The document itself has some general internal inconsistencies, as well as demonstrating ideological inconsistencies of the Republican Party. For instance, the closing line in the “Preserving and Protecting Traditional Marriage” heading states: “We embrace the principle that all Americans should be treated with respect and dignity.” It was noted here last week, but it bears repeating: This stands in direct contrast to the rest of the paragraph, including the sentence preceding it: “ ... we believe that marriage, the union of one man and one woman must be upheld as the national standard, a goal to stand for, encourage and promote through laws governing marriage.”
The line about respect and dignity also contrasts the Republican stance on “Protecting Individual Conscience in Healthcare.” This paragraph states that “No healthcare professional or organization should ever be required to perform, provide for, withhold, or refer for a medical service against conscience.” The authors’ intention, no doubt, is to protect those who have a religious objection to abortions and contraception and take issue with sexual orientation and gender minorities. But what, then, of the Hippocratic Oath, and its pledge to consider the health of the patient first and to not allow considerations of age, disease or disability, creed, ethnic origin, gender, nationality, political affiliation, race, sexual orientation, social standing or any other factor to intervene between duty and the patient?
In that same paragraph, the authors reaffirm their support of parents’ rights to consent for treatment of their children, including pregnancy, contraceptives and abortion. They also specifically “urge enactment of pending legislation that would require parental consent to transport girls across state lines for abortions.”
It’s worth noting that these relate specifically to controlling girls and women, though the mental-health treatment they mention would certainly be used for parents to force their gay children into therapy (possibly against their will and possibly causing harm).

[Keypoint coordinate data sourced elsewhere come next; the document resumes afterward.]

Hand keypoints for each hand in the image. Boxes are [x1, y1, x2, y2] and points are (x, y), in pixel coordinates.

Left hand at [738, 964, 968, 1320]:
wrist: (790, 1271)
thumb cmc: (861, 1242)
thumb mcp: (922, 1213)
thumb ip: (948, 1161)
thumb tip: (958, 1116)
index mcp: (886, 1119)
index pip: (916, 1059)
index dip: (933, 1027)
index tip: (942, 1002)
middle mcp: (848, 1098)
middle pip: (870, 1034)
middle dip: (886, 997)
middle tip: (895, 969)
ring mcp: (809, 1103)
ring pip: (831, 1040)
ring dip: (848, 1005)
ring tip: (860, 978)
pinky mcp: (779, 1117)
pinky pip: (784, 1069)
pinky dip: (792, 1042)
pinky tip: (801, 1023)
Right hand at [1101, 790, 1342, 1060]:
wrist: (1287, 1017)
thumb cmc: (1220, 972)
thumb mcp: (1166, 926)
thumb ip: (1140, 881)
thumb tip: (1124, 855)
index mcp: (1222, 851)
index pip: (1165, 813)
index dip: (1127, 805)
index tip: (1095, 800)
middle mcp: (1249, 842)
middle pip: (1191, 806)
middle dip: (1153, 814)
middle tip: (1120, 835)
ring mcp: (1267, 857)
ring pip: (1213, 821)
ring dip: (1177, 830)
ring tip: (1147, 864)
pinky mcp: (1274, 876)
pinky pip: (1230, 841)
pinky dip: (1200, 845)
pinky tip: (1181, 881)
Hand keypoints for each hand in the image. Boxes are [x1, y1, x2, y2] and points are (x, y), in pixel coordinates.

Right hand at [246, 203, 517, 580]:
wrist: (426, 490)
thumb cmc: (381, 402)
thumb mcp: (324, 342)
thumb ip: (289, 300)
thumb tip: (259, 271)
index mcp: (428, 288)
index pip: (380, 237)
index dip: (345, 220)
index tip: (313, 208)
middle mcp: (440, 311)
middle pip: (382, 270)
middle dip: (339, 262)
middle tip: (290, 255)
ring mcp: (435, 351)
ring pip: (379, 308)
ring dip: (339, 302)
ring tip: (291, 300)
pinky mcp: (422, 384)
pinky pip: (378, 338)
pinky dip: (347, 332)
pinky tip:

Under the heading of “Protecting Human Rights,” the platform only mentions religious freedoms, specifically the U.S. Commission on International Religious Freedom. Not to put too fine a point on it, but many of those same “religious minorities” are using religion to persecute sexual and gender minorities. The promise to “return the advocacy of religious liberty to a central place in our diplomacy” is worrisome for a country that was founded on freedom of religion — and the flip side, freedom from religion.
As others have noted, the opening-night speeches of the RNC also elicited conflicting emotions, particularly with the wife of the Republican presidential candidate Ann Romney telling her story of love, and N.J. Gov. Chris Christie lauding respect over love.
At a point where the Republicans ought to be thinking about how to appeal to more voters, they are alienating those who don’t fit their mold. Big Tent, hardly.